04/09/2009 Questions sociales, santé et développement durable
« Si l’on veut garantir la continuité du Protocole de Kyoto, il faudra qu’un nouvel accord, ambitieux et contraignant, soit conclu à la Conférence des Nations Unies sur le changement climatique en décembre prochain à Copenhague » préconise John Prescott (Royaume-Uni, SOC) dans un rapport adopté aujourd’hui par la Commission de l’Environnement de l’APCE. A cet égard, précise le rapporteur, les pays développés doivent assumer leur responsabilité historique quant aux émissions de CO2 depuis le début de l’ère industrielle, et prendre l’initiative de réduire à très bref délai leurs émissions de manière radicale, selon le principe du pollueur-payeur.
Pour la Commission, ce nouvel accord devrait prendre en compte à long terme, le respect de la justice sociale et le respect de l’équité en matière de consommation d’énergie et de ressources, avec l’objectif de fixer les émissions de gaz à effet de serre par habitant au même niveau pour tous les pays d’ici à 2050 (2 tonnes d’équivalent CO2 par habitant, par an).

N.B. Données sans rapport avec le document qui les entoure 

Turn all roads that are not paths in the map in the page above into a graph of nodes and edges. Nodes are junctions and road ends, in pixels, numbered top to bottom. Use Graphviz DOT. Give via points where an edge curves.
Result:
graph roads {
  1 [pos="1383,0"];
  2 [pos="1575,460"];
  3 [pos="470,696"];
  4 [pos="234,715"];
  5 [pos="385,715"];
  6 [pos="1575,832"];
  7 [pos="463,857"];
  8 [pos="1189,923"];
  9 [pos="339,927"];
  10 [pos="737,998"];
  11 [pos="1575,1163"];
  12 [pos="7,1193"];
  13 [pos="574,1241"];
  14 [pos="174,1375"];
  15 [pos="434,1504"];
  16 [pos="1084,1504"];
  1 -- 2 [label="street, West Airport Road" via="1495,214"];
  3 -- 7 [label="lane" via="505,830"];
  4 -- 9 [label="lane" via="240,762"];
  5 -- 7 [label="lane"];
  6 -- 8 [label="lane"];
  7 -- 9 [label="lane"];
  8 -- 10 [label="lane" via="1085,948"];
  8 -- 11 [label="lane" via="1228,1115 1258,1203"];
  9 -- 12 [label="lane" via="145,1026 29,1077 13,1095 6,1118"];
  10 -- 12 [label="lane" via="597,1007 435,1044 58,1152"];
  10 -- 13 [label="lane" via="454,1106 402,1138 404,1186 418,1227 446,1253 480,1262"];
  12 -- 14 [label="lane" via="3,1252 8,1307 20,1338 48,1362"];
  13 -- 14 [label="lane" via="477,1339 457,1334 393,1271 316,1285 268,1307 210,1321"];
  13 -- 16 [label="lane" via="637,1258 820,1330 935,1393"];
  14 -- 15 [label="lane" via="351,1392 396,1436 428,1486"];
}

Le rapport Prescott, qui sera débattu en session plénière de l’Assemblée le 29 septembre prochain, dresse notamment le bilan de la mise en œuvre du Protocole de Kyoto et examine l’évolution récente des positions des principales Parties aux négociations de Copenhague, en se concentrant sur l’Union européenne, les Etats-Unis, la Chine et l’Australie.